# YOUR TASK
When you restate the entries that follow, keep every word exactly and drop the pictures.

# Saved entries
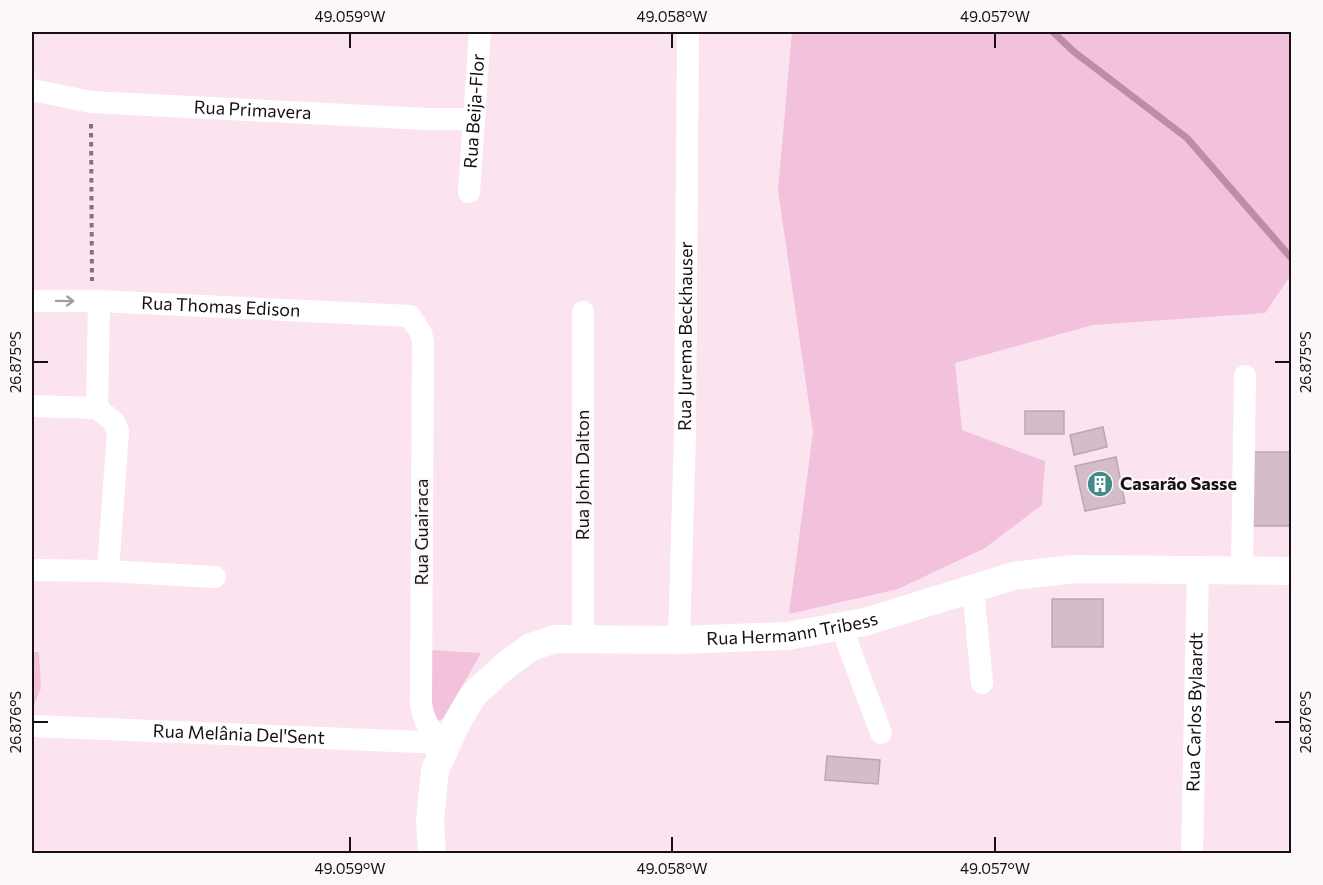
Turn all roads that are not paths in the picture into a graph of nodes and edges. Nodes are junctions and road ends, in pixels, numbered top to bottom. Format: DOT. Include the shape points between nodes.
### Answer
graph roads {
  1 [pos="480,32"];
  2 [pos="688,32"];
  3 [pos="32,90"];
  4 [pos="474,119"];
  5 [pos="469,192"];
  6 [pos="32,300"];
  7 [pos="99,301"];
  8 [pos="583,312"];
  9 [pos="410,316"];
  10 [pos="1245,376"];
  11 [pos="32,406"];
  12 [pos="97,408"];
  13 [pos="32,570"];
  14 [pos="1197,570"];
  15 [pos="1242,570"];
  16 [pos="108,571"];
  17 [pos="1292,572"];
  18 [pos="215,577"];
  19 [pos="974,588"];
  20 [pos="841,626"];
  21 [pos="583,638"];
  22 [pos="679,640"];
  23 [pos="982,683"];
  24 [pos="32,726"];
  25 [pos="881,734"];
  26 [pos="446,743"];
  27 [pos="432,854"];
  28 [pos="1192,854"];
  1 -- 4 [label="street, Rua Beija-Flor"];
  2 -- 22 [label="street, Rua Jurema Beckhauser"];
  3 -- 4 [label="street, Rua Primavera" via="91,102"];
  4 -- 5 [label="street, Rua Beija-Flor"];
  6 -- 7 [label="street, Rua Thomas Edison, one-way"];
  7 -- 9 [label="street, Rua Thomas Edison"];
  7 -- 12 [label="street"];
  8 -- 21 [label="street, Rua John Dalton"];
  9 -- 26 [label="street, Rua Guairaca" via="423,342 421,704 423,719 433,734"];
  10 -- 15 [label="street"];
  11 -- 12 [label="street"];
  12 -- 16 [label="street" via="114,422 117,431"];
  13 -- 16 [label="street"];
  14 -- 15 [label="main road, Rua Hermann Tribess"];
  14 -- 19 [label="main road, Rua Hermann Tribess" via="1074,569 1013,576"];
  14 -- 28 [label="street, Rua Carlos Bylaardt"];
  15 -- 17 [label="main road, Rua Hermann Tribess"];
  16 -- 18 [label="street"];
  19 -- 20 [label="main road, Rua Hermann Tribess"];
  19 -- 23 [label="street"];
  20 -- 22 [label="main road, Rua Hermann Tribess" via="787,636"];
  20 -- 25 [label="street"];
  21 -- 22 [label="main road, Rua Hermann Tribess"];
  21 -- 26 [label="main road, Rua Hermann Tribess" via="555,639 531,647 504,666 473,695"];
  24 -- 26 [label="street, Rua Melânia Del'Sent"];
  26 -- 27 [label="main road, Rua Hermann Tribess" via="434,780"];
}
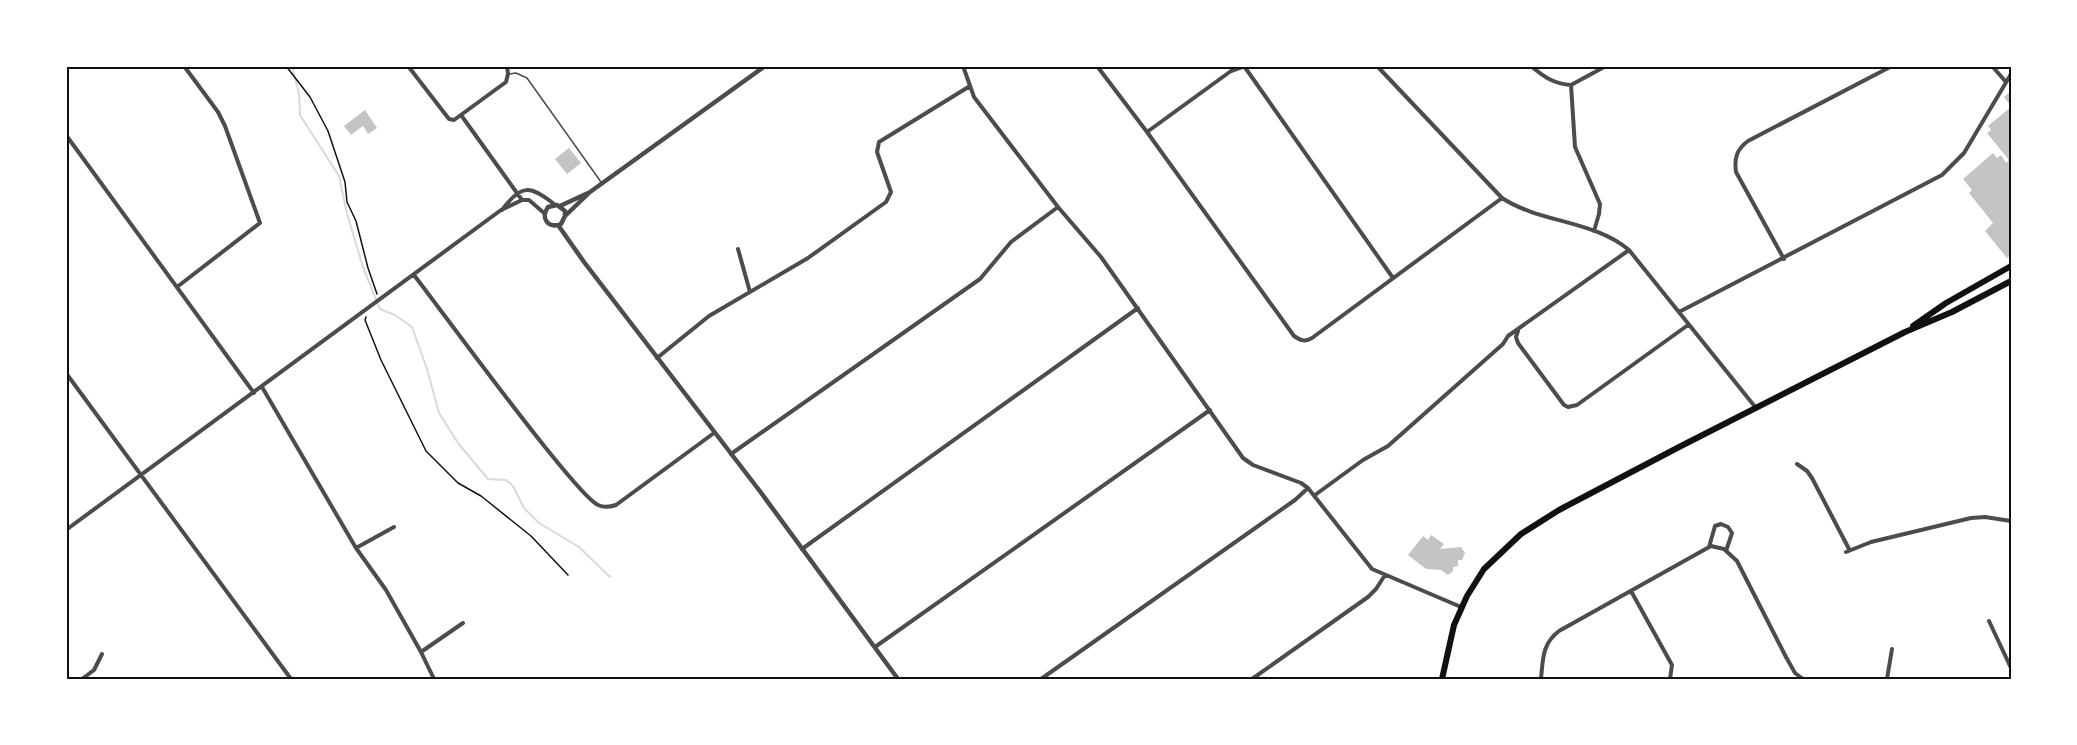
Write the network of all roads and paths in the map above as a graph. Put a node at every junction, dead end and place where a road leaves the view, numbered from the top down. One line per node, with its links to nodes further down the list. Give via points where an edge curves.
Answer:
1 (184, 66): 41 (street, via 225,126 260,223)
2 (286, 66): 43 (path, via 310,97 328,132)
3 (408, 66): 19 (street, via 449,119)
4 (507, 66): 14 (street)
5 (765, 66): 22 (street)
6 (963, 66): 18 (street)
7 (1097, 66): 20 (street)
8 (1244, 66): 20 (street, via 1232,70); 39 (street)
9 (1377, 66): 25 (street)
10 (1531, 66): 17 (street, via 1552,81)
11 (1606, 66): 17 (street)
12 (1892, 66): 36 (street, via 1748,141 1737,152 1736,172)
13 (1992, 66): 16 (street)
14 (508, 74): 19 (street, via 506,82); 22 (lane, via 527,78)
15 (2011, 74): 16 (street)
16 (2006, 82): 36 (street, via 1964,153 1942,175)
17 (1571, 85): 33 (street, via 1575,147 1600,204)
18 (969, 86): 28 (street); 42 (street, via 879,142 877,153 891,189 888,200 812,255)
19 (461, 115): 24 (street)
20 (1147, 132): 39 (street, via 1294,336 1303,341 1312,338)
21 (66, 135): 41 (street)
22 (602, 183): 23 (street)
23 (590, 192): 27 (street); 31 (street)
24 (518, 193): 26 (street); 27 (street, via 531,189); 29 (street)
25 (1502, 198): 33 (street); 39 (street)
26 (522, 200): 29 (street); 30 (street, via 529,200)
27 (557, 205): 30 (street, via 548,207); 31 (street)
28 (1058, 207): 44 (street); 57 (street, via 1011,243 980,279)
29 (501, 210): 38 (street)
30 (544, 213): 32 (street, via 546,222)
31 (565, 216): 32 (street)
32 (558, 225): 50 (street)
33 (1594, 231): 35 (street)
34 (738, 249): 42 (street)
35 (1629, 250): 46 (street); 48 (street)
36 (1784, 259): 46 (street)
37 (2011, 266): 49 (highway)
38 (414, 275): 45 (street); 56 (street, via 528,426 598,505 616,505)
39 (1393, 278)
40 (2011, 281): 49 (highway)
41 (177, 287): 53 (street)
42 (750, 292): 50 (street, via 707,317)
43 (375, 297)
44 (1138, 308): 55 (street); 67 (street)
45 (368, 309): 52 (street); 69 (path, via 365,320 381,360 426,451 458,483 531,536)
46 (1678, 312): 47 (street)
47 (1688, 325): 48 (street, via 1577,405 1568,407 1518,343); 54 (street)
48 (1518, 330): 61 (street, via 1388,446)
49 (1905, 332): 54 (highway)
50 (657, 358): 56 (street)
51 (66, 373): 59 (street)
52 (262, 387): 53 (street); 65 (street)
53 (254, 393): 59 (street)
54 (1756, 408): 72 (highway, via 1521,534 1484,569)
55 (1210, 410): 60 (street, via 1246,461); 75 (street)
56 (714, 433): 57 (street)
57 (731, 455): 67 (street)
58 (1797, 464): 62 (street, via 1812,478 1848,551 1971,518)
59 (141, 475): 64 (street); 81 (street)
60 (1308, 488): 61 (street); 84 (street)
61 (1315, 495): 70 (street, via 1366,563)
62 (2011, 521)
63 (394, 527): 65 (street)
64 (66, 530)
65 (356, 548): 77 (street, via 386,590)
66 (1708, 548): 68 (street); 68 (street, via 1715,526 1721,524 1732,533); 71 (street)
67 (802, 549): 75 (street)
68 (1726, 551): 89 (street, via 1737,561 1786,657)
69 (568, 574)
70 (1385, 575): 72 (street); 85 (street, via 1368,597)
71 (1631, 591): 87 (street, via 1551,638 1543,652); 88 (street, via 1672,665)
72 (1461, 607): 86 (highway)
73 (1989, 621): 79 (street)
74 (464, 623): 77 (street)
75 (875, 647): 83 (street)
76 (1892, 649): 90 (street)
77 (421, 652): 82 (street)
78 (102, 654): 80 (street, via 94,670)
79 (2011, 668)
80 (82, 679)
81 (291, 679)
82 (434, 679)
83 (898, 679)
84 (1041, 679)
85 (1252, 679)
86 (1442, 679)
87 (1541, 679)
88 (1670, 679)
89 (1803, 679)
90 (1887, 679)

# OUTPUT
Turn all roads that are not paths in the picture into a graph of nodes and edges. Nodes are junctions and road ends, in pixels, numbered top to bottom. Format: DOT. Include the shape points between nodes.
### Answer
graph roads {
  1 [pos="480,32"];
  2 [pos="688,32"];
  3 [pos="32,90"];
  4 [pos="474,119"];
  5 [pos="469,192"];
  6 [pos="32,300"];
  7 [pos="99,301"];
  8 [pos="583,312"];
  9 [pos="410,316"];
  10 [pos="1245,376"];
  11 [pos="32,406"];
  12 [pos="97,408"];
  13 [pos="32,570"];
  14 [pos="1197,570"];
  15 [pos="1242,570"];
  16 [pos="108,571"];
  17 [pos="1292,572"];
  18 [pos="215,577"];
  19 [pos="974,588"];
  20 [pos="841,626"];
  21 [pos="583,638"];
  22 [pos="679,640"];
  23 [pos="982,683"];
  24 [pos="32,726"];
  25 [pos="881,734"];
  26 [pos="446,743"];
  27 [pos="432,854"];
  28 [pos="1192,854"];
  1 -- 4 [label="street, Rua Beija-Flor"];
  2 -- 22 [label="street, Rua Jurema Beckhauser"];
  3 -- 4 [label="street, Rua Primavera" via="91,102"];
  4 -- 5 [label="street, Rua Beija-Flor"];
  6 -- 7 [label="street, Rua Thomas Edison, one-way"];
  7 -- 9 [label="street, Rua Thomas Edison"];
  7 -- 12 [label="street"];
  8 -- 21 [label="street, Rua John Dalton"];
  9 -- 26 [label="street, Rua Guairaca" via="423,342 421,704 423,719 433,734"];
  10 -- 15 [label="street"];
  11 -- 12 [label="street"];
  12 -- 16 [label="street" via="114,422 117,431"];
  13 -- 16 [label="street"];
  14 -- 15 [label="main road, Rua Hermann Tribess"];
  14 -- 19 [label="main road, Rua Hermann Tribess" via="1074,569 1013,576"];
  14 -- 28 [label="street, Rua Carlos Bylaardt"];
  15 -- 17 [label="main road, Rua Hermann Tribess"];
  16 -- 18 [label="street"];
  19 -- 20 [label="main road, Rua Hermann Tribess"];
  19 -- 23 [label="street"];
  20 -- 22 [label="main road, Rua Hermann Tribess" via="787,636"];
  20 -- 25 [label="street"];
  21 -- 22 [label="main road, Rua Hermann Tribess"];
  21 -- 26 [label="main road, Rua Hermann Tribess" via="555,639 531,647 504,666 473,695"];
  24 -- 26 [label="street, Rua Melânia Del'Sent"];
  26 -- 27 [label="main road, Rua Hermann Tribess" via="434,780"];
}
Write the network of all roads and paths in the map above as a graph. Put a node at every junction, dead end and place where a road leaves the view, numbered from the top down. One line per node, with its links to nodes further down the list. Give via points where an edge curves.
Answer:
1 (184, 66): 41 (street, via 225,126 260,223)
2 (286, 66): 43 (path, via 310,97 328,132)
3 (408, 66): 19 (street, via 449,119)
4 (507, 66): 14 (street)
5 (765, 66): 22 (street)
6 (963, 66): 18 (street)
7 (1097, 66): 20 (street)
8 (1244, 66): 20 (street, via 1232,70); 39 (street)
9 (1377, 66): 25 (street)
10 (1531, 66): 17 (street, via 1552,81)
11 (1606, 66): 17 (street)
12 (1892, 66): 36 (street, via 1748,141 1737,152 1736,172)
13 (1992, 66): 16 (street)
14 (508, 74): 19 (street, via 506,82); 22 (lane, via 527,78)
15 (2011, 74): 16 (street)
16 (2006, 82): 36 (street, via 1964,153 1942,175)
17 (1571, 85): 33 (street, via 1575,147 1600,204)
18 (969, 86): 28 (street); 42 (street, via 879,142 877,153 891,189 888,200 812,255)
19 (461, 115): 24 (street)
20 (1147, 132): 39 (street, via 1294,336 1303,341 1312,338)
21 (66, 135): 41 (street)
22 (602, 183): 23 (street)
23 (590, 192): 27 (street); 31 (street)
24 (518, 193): 26 (street); 27 (street, via 531,189); 29 (street)
25 (1502, 198): 33 (street); 39 (street)
26 (522, 200): 29 (street); 30 (street, via 529,200)
27 (557, 205): 30 (street, via 548,207); 31 (street)
28 (1058, 207): 44 (street); 57 (street, via 1011,243 980,279)
29 (501, 210): 38 (street)
30 (544, 213): 32 (street, via 546,222)
31 (565, 216): 32 (street)
32 (558, 225): 50 (street)
33 (1594, 231): 35 (street)
34 (738, 249): 42 (street)
35 (1629, 250): 46 (street); 48 (street)
36 (1784, 259): 46 (street)
37 (2011, 266): 49 (highway)
38 (414, 275): 45 (street); 56 (street, via 528,426 598,505 616,505)
39 (1393, 278)
40 (2011, 281): 49 (highway)
41 (177, 287): 53 (street)
42 (750, 292): 50 (street, via 707,317)
43 (375, 297)
44 (1138, 308): 55 (street); 67 (street)
45 (368, 309): 52 (street); 69 (path, via 365,320 381,360 426,451 458,483 531,536)
46 (1678, 312): 47 (street)
47 (1688, 325): 48 (street, via 1577,405 1568,407 1518,343); 54 (street)
48 (1518, 330): 61 (street, via 1388,446)
49 (1905, 332): 54 (highway)
50 (657, 358): 56 (street)
51 (66, 373): 59 (street)
52 (262, 387): 53 (street); 65 (street)
53 (254, 393): 59 (street)
54 (1756, 408): 72 (highway, via 1521,534 1484,569)
55 (1210, 410): 60 (street, via 1246,461); 75 (street)
56 (714, 433): 57 (street)
57 (731, 455): 67 (street)
58 (1797, 464): 62 (street, via 1812,478 1848,551 1971,518)
59 (141, 475): 64 (street); 81 (street)
60 (1308, 488): 61 (street); 84 (street)
61 (1315, 495): 70 (street, via 1366,563)
62 (2011, 521)
63 (394, 527): 65 (street)
64 (66, 530)
65 (356, 548): 77 (street, via 386,590)
66 (1708, 548): 68 (street); 68 (street, via 1715,526 1721,524 1732,533); 71 (street)
67 (802, 549): 75 (street)
68 (1726, 551): 89 (street, via 1737,561 1786,657)
69 (568, 574)
70 (1385, 575): 72 (street); 85 (street, via 1368,597)
71 (1631, 591): 87 (street, via 1551,638 1543,652); 88 (street, via 1672,665)
72 (1461, 607): 86 (highway)
73 (1989, 621): 79 (street)
74 (464, 623): 77 (street)
75 (875, 647): 83 (street)
76 (1892, 649): 90 (street)
77 (421, 652): 82 (street)
78 (102, 654): 80 (street, via 94,670)
79 (2011, 668)
80 (82, 679)
81 (291, 679)
82 (434, 679)
83 (898, 679)
84 (1041, 679)
85 (1252, 679)
86 (1442, 679)
87 (1541, 679)
88 (1670, 679)
89 (1803, 679)
90 (1887, 679)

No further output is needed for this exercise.